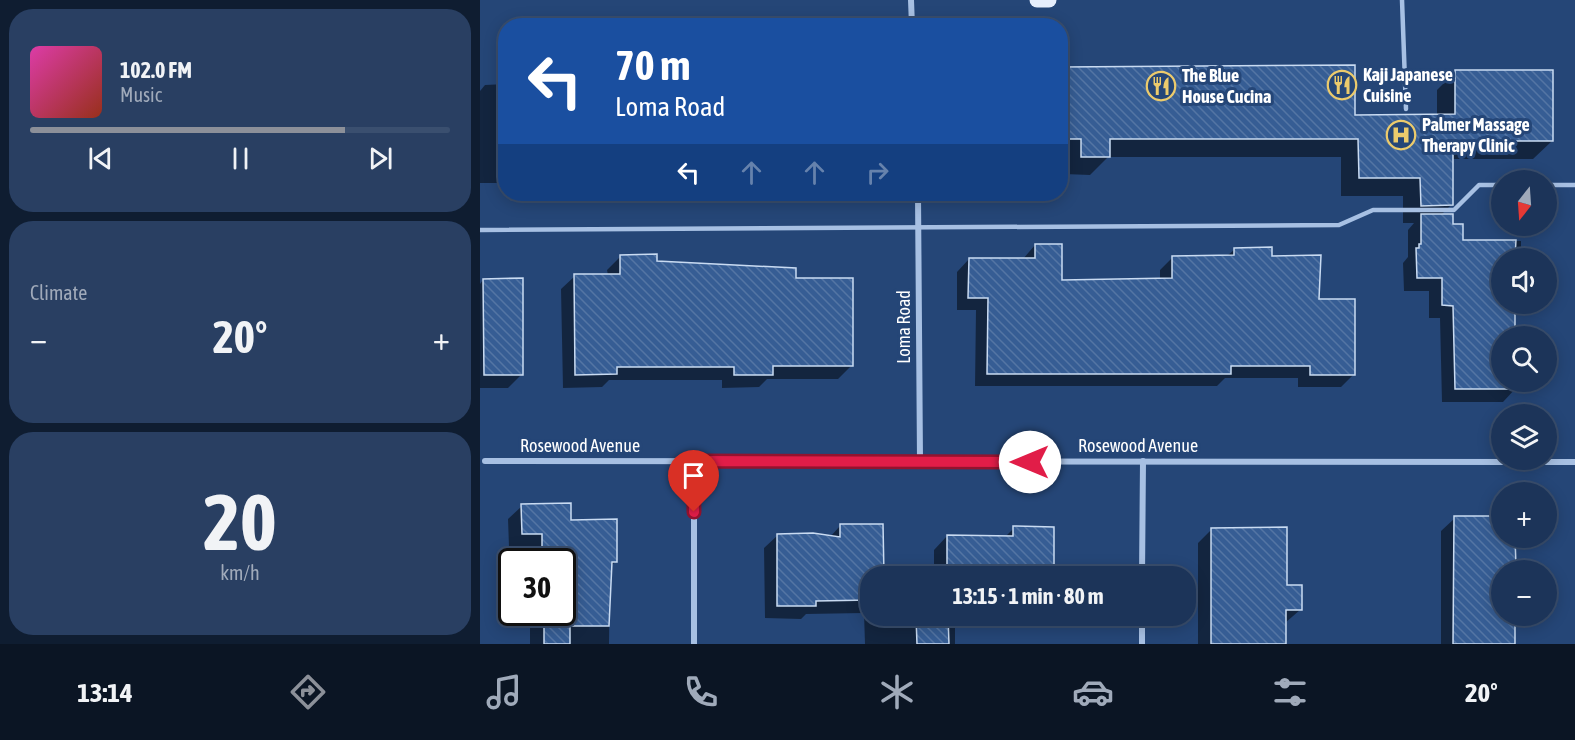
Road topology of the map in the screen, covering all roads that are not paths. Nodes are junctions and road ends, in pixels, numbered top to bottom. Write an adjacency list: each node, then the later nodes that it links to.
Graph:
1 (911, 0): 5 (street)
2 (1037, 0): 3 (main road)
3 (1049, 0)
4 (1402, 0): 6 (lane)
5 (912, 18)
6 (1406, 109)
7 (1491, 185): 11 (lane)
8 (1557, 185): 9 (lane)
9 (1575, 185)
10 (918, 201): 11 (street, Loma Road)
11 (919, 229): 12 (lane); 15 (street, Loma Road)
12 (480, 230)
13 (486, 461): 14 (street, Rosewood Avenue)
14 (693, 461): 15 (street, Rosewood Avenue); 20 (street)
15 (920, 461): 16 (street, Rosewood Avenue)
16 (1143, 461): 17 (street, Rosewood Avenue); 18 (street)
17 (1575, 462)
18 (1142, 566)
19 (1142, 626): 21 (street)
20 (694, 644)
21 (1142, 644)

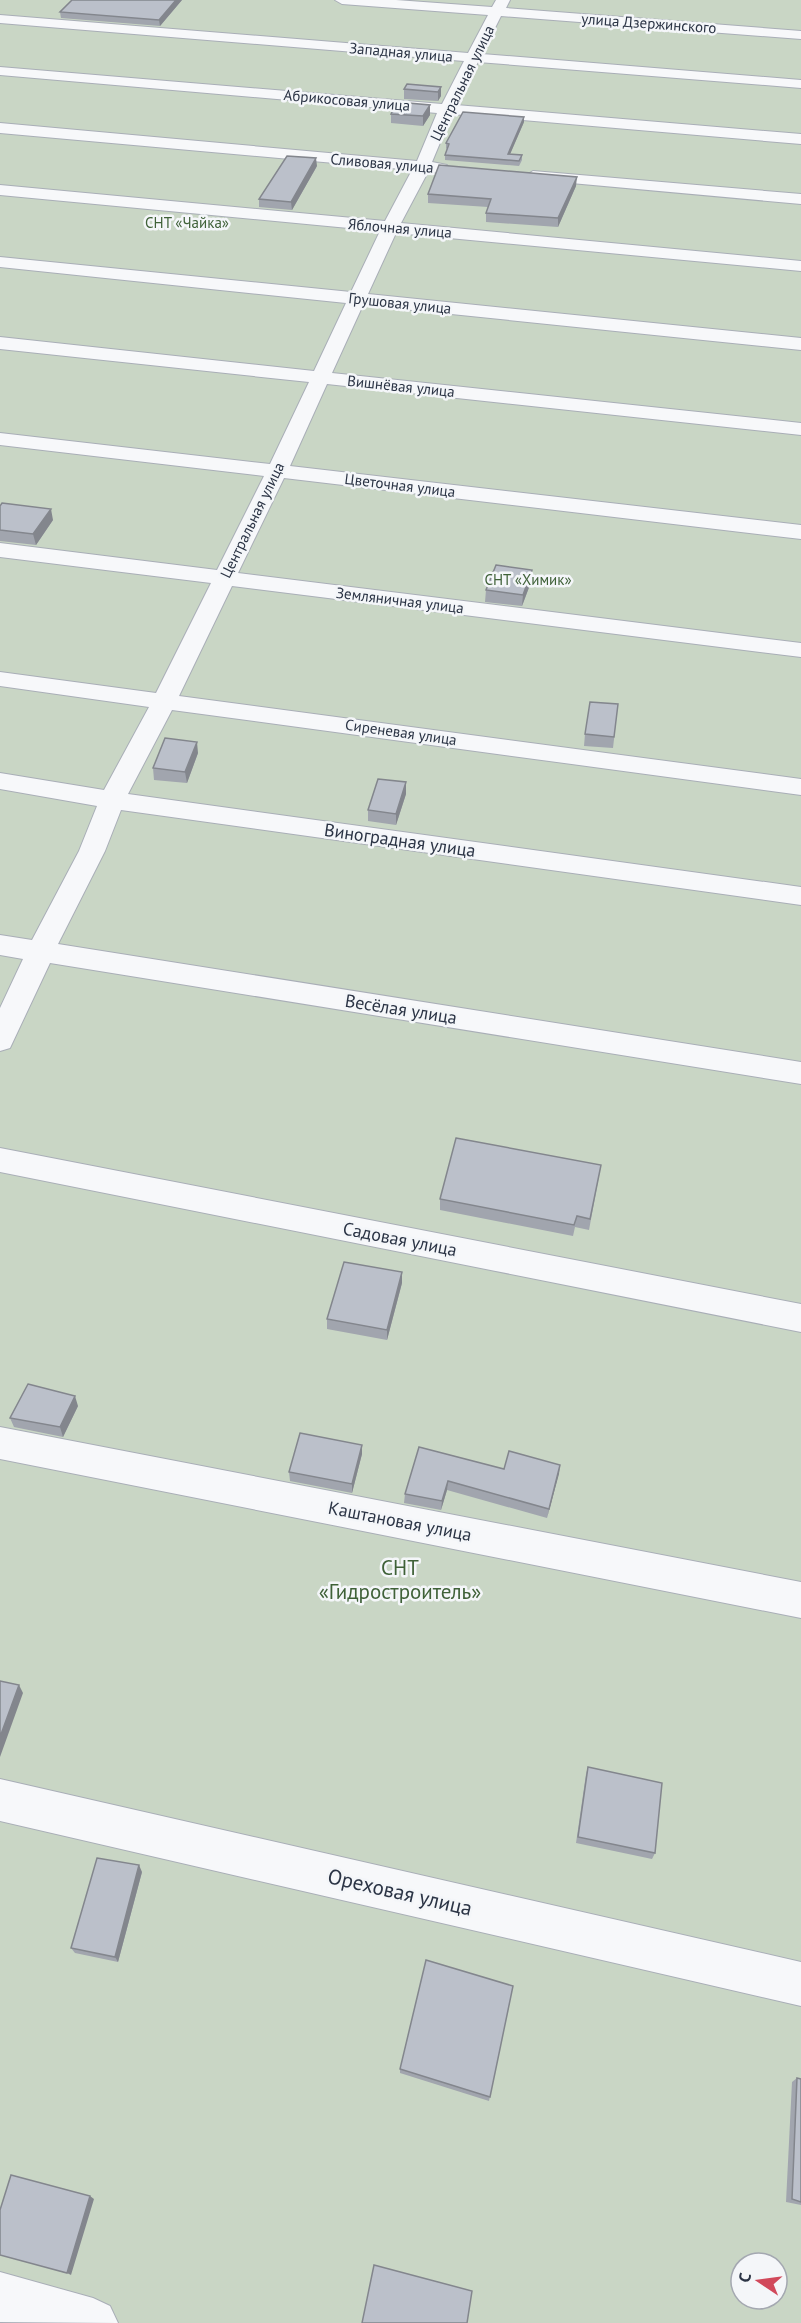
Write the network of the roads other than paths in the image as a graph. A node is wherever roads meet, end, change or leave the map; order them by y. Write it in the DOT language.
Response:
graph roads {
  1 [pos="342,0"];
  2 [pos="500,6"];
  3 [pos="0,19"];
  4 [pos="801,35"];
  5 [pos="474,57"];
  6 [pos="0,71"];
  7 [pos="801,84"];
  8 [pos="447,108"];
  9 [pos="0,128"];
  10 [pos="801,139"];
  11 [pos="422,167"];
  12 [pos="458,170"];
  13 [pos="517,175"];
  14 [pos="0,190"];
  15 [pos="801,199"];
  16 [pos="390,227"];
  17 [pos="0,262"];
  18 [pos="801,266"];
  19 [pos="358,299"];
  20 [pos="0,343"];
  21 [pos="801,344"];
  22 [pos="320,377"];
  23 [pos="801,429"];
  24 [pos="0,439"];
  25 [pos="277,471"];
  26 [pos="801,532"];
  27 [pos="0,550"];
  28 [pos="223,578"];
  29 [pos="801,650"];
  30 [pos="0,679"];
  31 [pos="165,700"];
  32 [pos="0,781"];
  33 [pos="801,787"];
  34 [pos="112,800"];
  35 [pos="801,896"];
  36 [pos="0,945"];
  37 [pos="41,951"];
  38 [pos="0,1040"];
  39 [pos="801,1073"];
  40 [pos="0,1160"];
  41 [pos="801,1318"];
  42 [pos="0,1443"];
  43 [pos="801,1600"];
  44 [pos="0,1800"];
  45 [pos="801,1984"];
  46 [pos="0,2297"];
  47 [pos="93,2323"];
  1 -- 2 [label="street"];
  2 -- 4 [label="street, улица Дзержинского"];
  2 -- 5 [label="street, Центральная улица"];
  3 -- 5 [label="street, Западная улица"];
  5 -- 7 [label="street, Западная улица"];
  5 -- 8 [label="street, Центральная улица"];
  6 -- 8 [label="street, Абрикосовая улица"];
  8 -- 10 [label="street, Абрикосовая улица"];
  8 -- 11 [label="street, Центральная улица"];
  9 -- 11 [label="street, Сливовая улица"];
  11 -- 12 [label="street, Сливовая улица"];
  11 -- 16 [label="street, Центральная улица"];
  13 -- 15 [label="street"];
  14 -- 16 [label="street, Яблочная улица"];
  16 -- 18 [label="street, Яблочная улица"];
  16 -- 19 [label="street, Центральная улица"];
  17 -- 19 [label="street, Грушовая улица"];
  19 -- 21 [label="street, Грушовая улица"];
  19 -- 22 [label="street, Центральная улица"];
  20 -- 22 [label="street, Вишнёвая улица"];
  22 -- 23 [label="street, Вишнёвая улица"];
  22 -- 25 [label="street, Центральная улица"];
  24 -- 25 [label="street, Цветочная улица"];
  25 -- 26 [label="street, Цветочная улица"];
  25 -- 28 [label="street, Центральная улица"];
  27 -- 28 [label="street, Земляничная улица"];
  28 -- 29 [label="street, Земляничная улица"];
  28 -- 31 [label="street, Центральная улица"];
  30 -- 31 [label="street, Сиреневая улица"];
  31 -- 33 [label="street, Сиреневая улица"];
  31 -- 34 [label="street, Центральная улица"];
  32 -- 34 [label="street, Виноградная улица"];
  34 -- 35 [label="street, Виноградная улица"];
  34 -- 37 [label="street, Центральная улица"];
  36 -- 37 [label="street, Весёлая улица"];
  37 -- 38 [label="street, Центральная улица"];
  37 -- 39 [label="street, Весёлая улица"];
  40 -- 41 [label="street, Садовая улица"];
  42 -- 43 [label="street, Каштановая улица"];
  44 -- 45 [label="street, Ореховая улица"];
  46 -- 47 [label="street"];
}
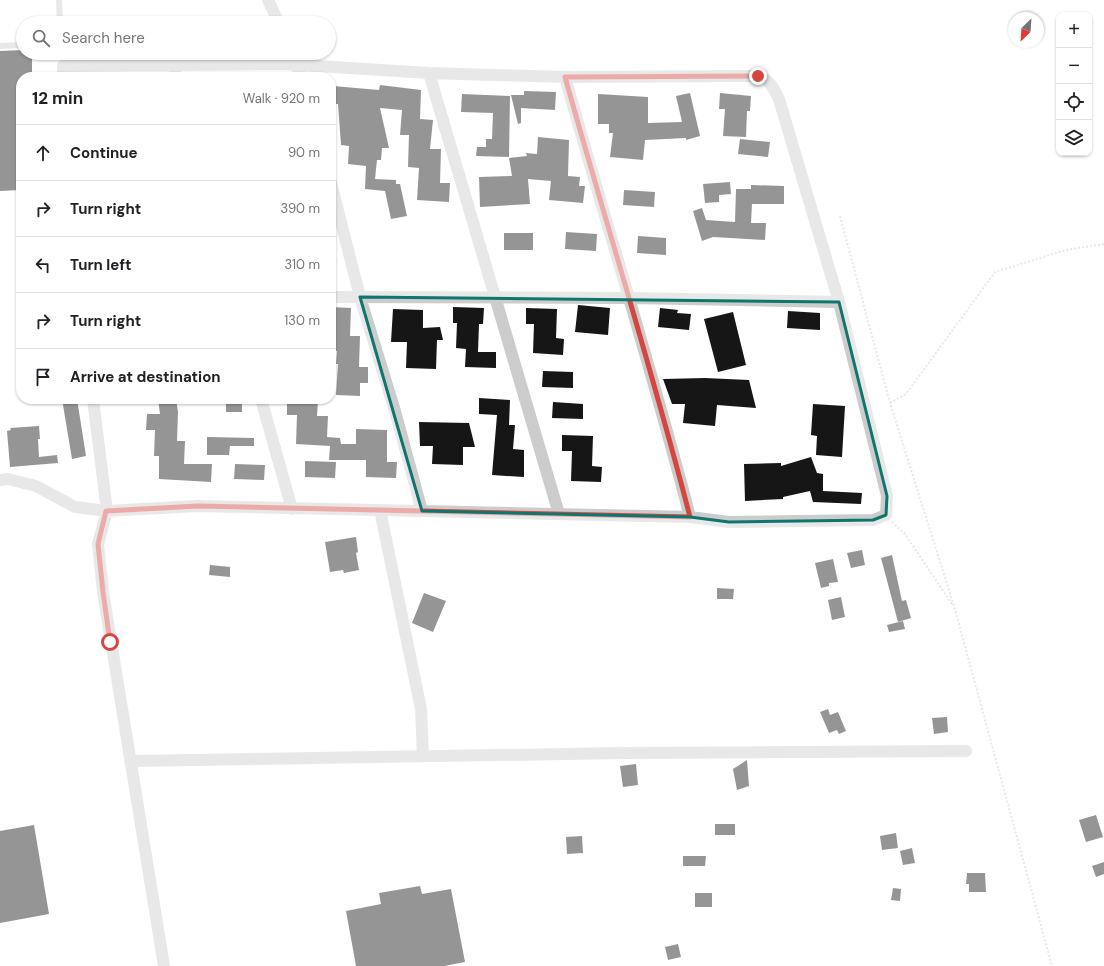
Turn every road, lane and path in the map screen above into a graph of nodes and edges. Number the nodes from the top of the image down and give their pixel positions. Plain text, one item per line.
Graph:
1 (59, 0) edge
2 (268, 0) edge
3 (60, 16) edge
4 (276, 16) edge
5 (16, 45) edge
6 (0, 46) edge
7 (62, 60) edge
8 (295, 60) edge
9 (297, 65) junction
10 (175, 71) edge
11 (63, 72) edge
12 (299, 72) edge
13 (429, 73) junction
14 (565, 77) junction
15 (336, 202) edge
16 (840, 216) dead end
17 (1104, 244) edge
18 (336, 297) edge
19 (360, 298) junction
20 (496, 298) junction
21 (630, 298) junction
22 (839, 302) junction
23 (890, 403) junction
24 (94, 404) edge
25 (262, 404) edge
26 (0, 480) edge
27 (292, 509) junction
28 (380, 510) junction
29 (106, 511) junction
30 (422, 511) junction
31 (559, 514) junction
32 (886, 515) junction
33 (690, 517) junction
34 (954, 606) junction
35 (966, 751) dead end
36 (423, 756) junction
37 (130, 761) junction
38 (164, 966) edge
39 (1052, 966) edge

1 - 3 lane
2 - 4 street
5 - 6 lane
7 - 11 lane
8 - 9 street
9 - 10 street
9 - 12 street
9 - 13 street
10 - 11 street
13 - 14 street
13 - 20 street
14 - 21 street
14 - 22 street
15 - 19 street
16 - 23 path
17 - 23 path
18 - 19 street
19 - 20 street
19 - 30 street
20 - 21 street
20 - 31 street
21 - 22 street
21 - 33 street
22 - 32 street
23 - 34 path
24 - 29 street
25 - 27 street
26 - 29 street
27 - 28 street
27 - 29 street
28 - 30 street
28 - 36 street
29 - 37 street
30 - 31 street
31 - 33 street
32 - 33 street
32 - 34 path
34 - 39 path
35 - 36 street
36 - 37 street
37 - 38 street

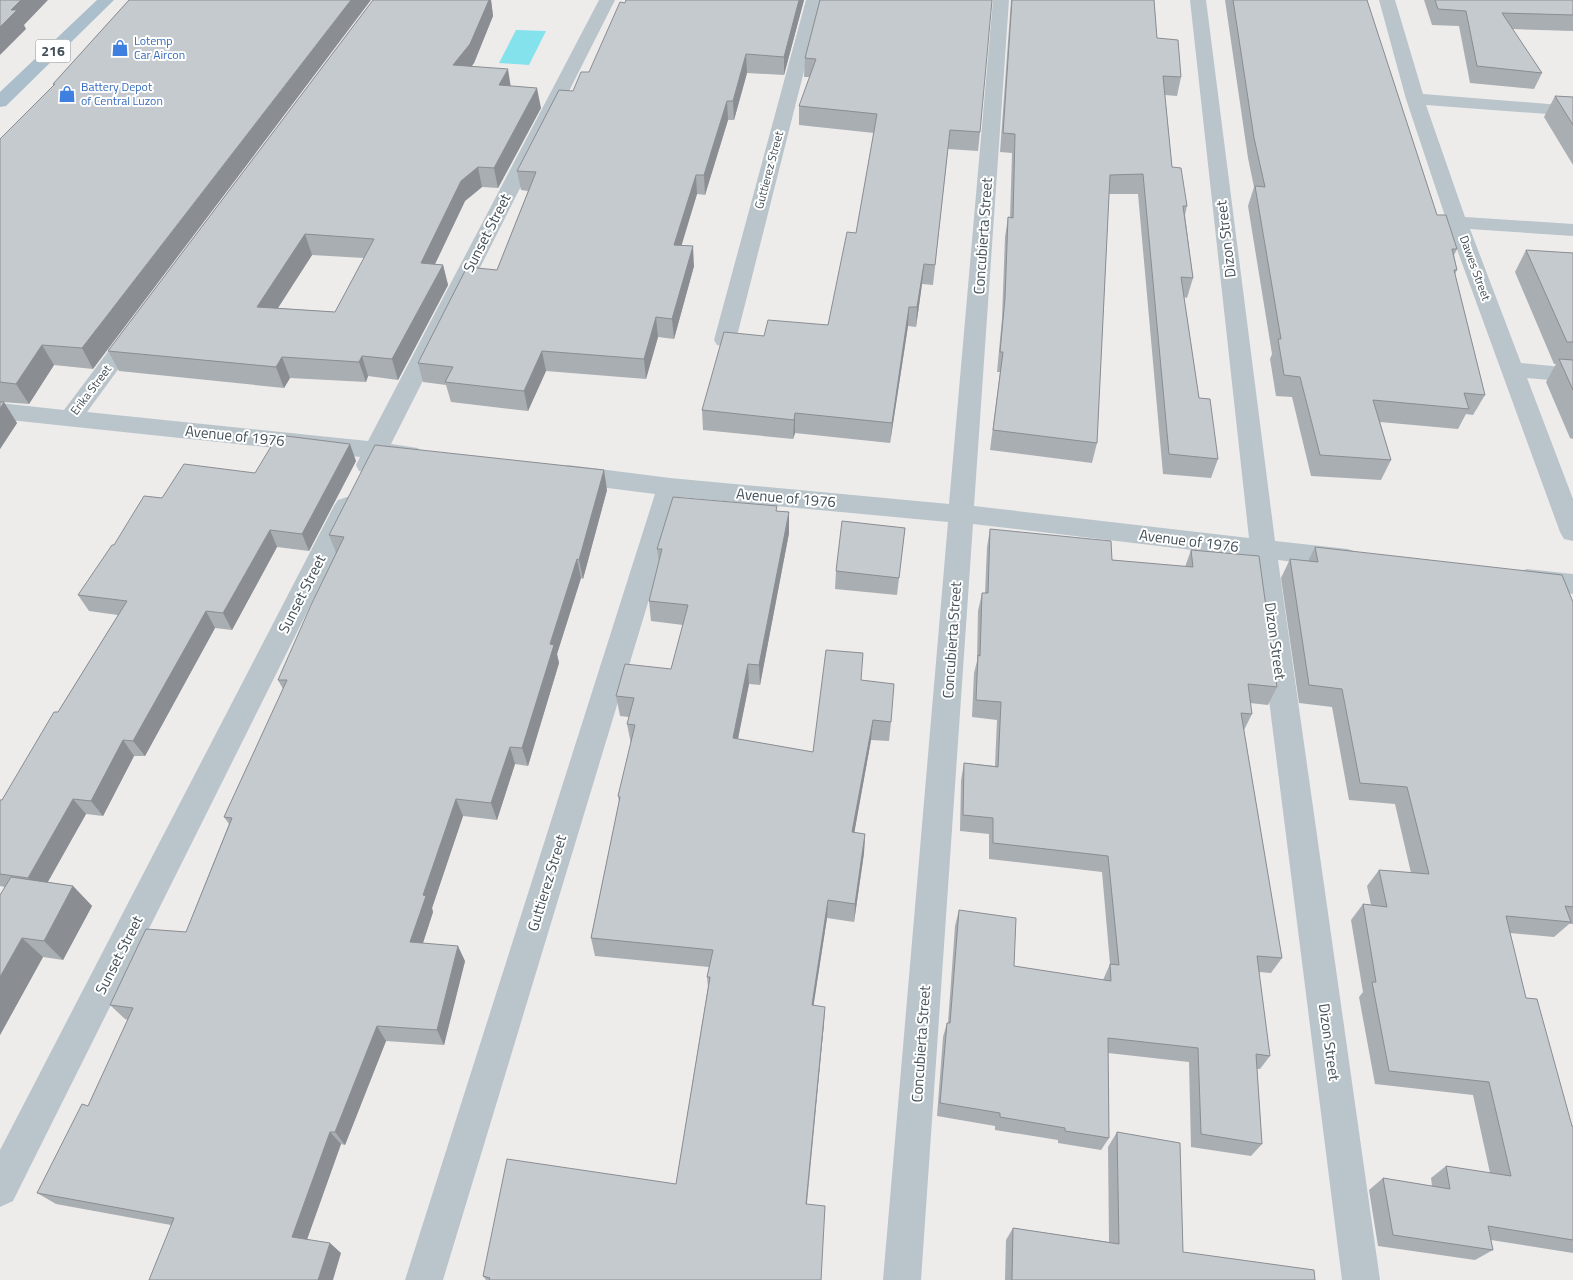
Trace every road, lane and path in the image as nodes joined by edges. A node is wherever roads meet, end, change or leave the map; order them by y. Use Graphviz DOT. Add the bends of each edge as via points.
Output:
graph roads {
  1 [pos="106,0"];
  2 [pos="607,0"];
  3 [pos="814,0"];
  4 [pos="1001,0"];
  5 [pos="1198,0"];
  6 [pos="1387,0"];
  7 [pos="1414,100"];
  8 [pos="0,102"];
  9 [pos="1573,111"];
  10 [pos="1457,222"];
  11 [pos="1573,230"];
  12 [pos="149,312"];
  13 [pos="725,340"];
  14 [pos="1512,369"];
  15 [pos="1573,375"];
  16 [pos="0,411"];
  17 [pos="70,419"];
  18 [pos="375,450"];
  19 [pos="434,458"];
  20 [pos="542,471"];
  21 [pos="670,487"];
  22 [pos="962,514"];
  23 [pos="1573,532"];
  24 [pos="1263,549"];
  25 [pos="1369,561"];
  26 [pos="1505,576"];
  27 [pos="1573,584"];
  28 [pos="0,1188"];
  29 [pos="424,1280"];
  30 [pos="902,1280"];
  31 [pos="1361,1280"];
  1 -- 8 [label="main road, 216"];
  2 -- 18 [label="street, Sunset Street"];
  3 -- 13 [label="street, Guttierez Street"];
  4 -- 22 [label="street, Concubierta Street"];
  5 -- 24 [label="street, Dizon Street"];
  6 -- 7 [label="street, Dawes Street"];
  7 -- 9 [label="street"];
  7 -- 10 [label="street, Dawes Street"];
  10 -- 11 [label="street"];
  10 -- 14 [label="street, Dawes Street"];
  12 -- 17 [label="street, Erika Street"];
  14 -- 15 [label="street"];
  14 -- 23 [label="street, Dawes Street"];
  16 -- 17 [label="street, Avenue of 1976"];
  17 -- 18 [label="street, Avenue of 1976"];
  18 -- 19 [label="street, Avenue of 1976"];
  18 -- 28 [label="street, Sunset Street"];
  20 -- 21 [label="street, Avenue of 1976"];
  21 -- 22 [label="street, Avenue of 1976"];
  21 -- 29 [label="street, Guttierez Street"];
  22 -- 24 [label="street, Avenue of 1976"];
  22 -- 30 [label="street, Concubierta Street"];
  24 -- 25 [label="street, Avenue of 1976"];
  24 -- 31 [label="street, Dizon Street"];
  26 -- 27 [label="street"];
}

_WHAT YOU WILL DO_: Among the lines of the data above, find those with the word "dead" and show them.

_RESPONSE BOX_:
16 (840, 216) dead end
35 (966, 751) dead end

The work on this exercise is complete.